素敵なニュースが東京から届いたのは、ちょうど佐野眞一さんと一緒に、沖縄に取材をしている真っ最中でした。
第30回全国高校生読書体験記コンクールで、群馬県立高崎女子高校の一年生、西平美里さんが書いた「沖縄人を名のること」が【文部科学大臣奨励賞】に輝きました。
そして、その体験書籍が、佐野眞一さんの著書『沖縄 だれにも書かれたくなかった戦後史』だったのです!
ちょうど本書の文庫版のために、佐野さんと、集英社文庫の担当Eさんと私と3人で、追加取材のために沖縄を訪れていたところだったのです。
さっそく、送られてきた西平さんの「読書体験記」を読んで、佐野さんを始め一同大感激しました。
大人でも一瞬ひるむ650ページあまりの大作を、高校一年生が読もうと思ったということだけでも驚きなのに、「体験記」そのものも、さすが受賞作だけあって、胸を打つようなとても素晴らしい文章なのです。
受賞者の西平さんは、沖縄生まれで、2歳まで沖縄に住んでいた方なのだそうで、おそらく親戚には今も沖縄に住んでいる方が多いのでしょう。
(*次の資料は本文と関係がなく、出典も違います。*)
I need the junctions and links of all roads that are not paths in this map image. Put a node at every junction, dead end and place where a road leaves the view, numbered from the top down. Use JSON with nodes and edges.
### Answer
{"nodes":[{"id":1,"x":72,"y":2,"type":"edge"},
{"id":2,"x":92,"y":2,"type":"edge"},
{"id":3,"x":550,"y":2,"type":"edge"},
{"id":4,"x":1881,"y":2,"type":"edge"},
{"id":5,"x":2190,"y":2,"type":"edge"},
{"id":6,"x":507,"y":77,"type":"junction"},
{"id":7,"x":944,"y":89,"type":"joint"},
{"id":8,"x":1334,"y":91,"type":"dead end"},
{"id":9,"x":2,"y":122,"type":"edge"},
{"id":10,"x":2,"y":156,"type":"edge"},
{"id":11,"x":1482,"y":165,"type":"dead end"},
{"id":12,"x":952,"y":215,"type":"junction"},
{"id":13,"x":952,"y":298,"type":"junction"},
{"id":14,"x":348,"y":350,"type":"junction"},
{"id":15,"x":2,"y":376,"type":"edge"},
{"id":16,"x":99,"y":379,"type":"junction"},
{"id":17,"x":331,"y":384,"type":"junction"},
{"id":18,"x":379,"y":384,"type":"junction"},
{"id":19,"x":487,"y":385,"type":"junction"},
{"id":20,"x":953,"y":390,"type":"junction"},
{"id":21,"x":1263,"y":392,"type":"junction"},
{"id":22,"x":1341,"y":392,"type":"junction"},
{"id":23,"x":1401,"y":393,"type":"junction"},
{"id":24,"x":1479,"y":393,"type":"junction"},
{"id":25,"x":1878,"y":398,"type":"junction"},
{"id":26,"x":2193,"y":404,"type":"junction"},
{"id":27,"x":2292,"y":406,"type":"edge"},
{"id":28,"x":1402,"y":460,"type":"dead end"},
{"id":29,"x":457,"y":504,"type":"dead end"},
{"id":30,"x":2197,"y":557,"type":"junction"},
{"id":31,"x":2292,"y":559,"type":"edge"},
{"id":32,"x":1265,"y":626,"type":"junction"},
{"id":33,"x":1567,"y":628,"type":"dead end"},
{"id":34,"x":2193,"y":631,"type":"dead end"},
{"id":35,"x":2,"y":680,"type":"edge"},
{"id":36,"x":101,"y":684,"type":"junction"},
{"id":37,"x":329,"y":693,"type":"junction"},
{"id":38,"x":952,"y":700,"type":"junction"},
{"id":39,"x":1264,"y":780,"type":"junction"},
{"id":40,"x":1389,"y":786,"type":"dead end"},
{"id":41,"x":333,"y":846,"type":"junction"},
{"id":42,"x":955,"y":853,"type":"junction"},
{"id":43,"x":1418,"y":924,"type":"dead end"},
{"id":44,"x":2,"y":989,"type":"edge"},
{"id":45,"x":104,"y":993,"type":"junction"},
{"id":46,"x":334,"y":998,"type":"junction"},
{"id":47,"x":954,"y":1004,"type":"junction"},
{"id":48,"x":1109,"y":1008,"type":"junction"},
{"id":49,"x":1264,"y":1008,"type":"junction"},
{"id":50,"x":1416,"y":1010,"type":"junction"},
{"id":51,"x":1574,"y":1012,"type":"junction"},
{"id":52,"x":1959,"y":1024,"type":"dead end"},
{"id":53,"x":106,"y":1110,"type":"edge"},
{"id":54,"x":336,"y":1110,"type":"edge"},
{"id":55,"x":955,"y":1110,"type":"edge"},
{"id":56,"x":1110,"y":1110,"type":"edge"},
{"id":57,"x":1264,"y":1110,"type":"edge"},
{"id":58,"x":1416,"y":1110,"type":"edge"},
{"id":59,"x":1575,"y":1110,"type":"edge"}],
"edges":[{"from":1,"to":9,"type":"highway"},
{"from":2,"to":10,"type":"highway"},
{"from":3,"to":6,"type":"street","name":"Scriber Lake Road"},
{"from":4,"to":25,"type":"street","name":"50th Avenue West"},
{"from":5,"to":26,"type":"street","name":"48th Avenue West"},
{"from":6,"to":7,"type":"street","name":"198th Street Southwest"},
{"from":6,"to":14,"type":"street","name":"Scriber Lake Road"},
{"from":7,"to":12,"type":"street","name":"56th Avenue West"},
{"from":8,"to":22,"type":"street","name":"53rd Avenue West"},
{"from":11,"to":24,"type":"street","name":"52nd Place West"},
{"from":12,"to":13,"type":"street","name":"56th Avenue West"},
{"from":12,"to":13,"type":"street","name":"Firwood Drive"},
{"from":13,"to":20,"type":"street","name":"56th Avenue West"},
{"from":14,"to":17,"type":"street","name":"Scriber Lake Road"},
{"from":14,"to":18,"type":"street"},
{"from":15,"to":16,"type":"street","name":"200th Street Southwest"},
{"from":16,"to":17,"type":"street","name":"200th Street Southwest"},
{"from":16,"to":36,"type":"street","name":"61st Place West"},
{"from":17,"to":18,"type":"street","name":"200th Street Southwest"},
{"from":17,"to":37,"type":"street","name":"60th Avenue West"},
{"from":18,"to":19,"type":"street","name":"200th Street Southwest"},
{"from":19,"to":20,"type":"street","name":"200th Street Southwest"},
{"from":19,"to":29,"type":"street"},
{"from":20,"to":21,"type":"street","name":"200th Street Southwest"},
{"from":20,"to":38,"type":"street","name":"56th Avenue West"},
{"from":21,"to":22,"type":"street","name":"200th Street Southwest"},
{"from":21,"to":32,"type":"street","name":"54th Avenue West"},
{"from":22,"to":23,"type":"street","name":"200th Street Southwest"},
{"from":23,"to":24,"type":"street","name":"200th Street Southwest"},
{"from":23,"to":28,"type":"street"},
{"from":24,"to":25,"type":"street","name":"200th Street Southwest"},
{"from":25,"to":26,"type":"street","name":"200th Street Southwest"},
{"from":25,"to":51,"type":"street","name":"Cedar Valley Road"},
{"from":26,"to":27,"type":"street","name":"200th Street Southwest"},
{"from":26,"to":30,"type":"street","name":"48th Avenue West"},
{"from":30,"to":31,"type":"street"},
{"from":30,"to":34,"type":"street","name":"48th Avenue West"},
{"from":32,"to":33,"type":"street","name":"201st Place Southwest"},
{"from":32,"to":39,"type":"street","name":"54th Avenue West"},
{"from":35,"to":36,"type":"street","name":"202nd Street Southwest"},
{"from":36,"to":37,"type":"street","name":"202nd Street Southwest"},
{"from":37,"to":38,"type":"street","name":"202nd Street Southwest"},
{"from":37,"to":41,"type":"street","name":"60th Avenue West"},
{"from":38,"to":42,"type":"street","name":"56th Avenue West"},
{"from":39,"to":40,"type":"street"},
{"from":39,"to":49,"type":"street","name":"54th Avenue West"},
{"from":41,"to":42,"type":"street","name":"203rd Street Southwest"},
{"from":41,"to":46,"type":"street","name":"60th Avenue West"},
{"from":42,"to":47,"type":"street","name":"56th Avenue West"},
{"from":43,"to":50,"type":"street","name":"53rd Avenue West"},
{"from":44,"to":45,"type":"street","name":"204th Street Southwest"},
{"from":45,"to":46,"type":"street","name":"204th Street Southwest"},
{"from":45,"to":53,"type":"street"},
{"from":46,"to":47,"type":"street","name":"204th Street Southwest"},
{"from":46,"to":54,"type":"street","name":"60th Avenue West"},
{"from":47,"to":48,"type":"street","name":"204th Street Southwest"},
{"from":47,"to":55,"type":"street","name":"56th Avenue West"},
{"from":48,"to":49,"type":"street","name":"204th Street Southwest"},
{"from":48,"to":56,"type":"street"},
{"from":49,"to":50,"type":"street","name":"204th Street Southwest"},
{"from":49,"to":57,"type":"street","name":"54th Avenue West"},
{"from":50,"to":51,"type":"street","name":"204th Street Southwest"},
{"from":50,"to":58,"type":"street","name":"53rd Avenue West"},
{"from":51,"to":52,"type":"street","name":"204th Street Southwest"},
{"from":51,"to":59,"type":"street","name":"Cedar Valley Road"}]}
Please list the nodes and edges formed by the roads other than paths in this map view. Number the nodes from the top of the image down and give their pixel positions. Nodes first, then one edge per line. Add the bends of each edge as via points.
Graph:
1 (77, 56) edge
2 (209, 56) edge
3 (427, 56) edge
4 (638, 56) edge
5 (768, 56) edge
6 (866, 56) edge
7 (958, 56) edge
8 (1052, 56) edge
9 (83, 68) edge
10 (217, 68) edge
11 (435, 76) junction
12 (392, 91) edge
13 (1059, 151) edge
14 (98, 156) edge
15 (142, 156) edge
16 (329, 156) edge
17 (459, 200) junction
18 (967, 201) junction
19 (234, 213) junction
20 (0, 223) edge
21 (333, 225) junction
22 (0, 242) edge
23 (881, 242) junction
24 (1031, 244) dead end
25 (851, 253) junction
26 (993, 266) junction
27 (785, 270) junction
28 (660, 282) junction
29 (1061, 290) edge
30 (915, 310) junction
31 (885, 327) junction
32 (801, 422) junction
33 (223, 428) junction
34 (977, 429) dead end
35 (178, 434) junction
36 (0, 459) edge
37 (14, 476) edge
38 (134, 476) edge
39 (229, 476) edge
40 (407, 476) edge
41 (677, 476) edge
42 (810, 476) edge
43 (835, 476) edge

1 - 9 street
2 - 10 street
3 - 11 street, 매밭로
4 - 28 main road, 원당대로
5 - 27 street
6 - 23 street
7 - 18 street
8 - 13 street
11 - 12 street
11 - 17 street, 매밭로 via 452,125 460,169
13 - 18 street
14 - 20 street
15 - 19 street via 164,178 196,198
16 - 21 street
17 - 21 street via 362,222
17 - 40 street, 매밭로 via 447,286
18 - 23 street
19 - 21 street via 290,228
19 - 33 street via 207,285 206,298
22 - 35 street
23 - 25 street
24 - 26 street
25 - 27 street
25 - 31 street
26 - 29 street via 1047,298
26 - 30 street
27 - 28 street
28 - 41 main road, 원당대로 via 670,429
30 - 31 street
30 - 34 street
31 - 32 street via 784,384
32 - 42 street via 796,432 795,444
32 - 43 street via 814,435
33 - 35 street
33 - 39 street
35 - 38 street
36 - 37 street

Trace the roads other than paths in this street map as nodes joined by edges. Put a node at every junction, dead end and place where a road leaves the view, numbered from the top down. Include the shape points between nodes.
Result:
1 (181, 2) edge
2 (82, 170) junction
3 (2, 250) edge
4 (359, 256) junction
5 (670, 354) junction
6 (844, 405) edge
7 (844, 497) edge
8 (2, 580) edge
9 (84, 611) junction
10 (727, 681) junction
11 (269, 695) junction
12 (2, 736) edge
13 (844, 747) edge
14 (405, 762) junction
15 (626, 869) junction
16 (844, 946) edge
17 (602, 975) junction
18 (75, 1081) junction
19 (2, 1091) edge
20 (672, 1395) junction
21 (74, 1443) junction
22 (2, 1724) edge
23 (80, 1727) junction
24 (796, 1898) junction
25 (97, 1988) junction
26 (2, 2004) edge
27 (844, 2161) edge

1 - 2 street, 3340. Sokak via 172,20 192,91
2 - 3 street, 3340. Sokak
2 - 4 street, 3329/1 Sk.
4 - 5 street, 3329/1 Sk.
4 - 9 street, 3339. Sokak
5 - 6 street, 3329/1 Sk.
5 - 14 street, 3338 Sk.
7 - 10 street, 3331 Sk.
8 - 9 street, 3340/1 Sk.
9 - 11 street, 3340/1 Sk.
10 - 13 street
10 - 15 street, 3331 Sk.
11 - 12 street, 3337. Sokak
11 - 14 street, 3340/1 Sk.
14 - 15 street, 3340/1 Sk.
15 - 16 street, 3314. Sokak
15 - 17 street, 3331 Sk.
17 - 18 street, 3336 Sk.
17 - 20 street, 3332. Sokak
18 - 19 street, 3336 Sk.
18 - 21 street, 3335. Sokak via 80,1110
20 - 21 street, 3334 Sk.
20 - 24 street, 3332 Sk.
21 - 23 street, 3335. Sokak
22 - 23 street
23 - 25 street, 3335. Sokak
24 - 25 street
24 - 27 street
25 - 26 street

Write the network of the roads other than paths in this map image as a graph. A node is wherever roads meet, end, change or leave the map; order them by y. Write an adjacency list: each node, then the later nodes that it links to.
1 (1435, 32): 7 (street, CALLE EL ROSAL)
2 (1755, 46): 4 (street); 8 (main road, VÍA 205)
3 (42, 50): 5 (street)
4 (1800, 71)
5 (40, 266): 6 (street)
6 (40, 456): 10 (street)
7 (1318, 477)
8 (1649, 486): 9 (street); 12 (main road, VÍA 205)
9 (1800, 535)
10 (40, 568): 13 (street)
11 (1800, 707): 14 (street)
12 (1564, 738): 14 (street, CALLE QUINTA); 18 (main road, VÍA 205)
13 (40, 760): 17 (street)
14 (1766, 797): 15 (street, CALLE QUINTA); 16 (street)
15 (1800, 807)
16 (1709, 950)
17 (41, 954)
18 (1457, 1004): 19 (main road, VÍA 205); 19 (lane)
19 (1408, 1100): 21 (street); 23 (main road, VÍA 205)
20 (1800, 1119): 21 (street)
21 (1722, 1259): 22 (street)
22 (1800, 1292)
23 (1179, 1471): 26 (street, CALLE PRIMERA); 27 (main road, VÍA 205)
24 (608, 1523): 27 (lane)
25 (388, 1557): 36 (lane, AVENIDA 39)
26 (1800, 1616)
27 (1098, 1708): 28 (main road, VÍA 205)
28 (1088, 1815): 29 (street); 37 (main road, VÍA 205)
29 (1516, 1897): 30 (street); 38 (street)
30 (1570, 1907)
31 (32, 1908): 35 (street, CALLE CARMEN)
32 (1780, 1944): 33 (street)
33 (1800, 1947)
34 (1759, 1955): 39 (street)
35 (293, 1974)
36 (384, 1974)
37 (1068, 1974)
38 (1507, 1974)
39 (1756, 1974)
でも「本書のほぼすべてが知らない事実だった」といいます。
「番組で異様に鮮やかに飾られた南国は、真の沖縄ではない。シンボルのキビ畑さえ、産業を好転させられぬ問題点となっていることをテレビから聞いたことは一度もないのだ」
というくだりを読んだときには、佐野さん以下3人は、ランチを食べながら思わず絶句してしまいました。
それは、注文したジャッキーステーキハウスのサーロインステーキMサイズが、あまりに美味しかったからではありません。
とても丹念に本書を読み、そして著者のメッセージを真正面から受けとっているその感受性に感動したからです。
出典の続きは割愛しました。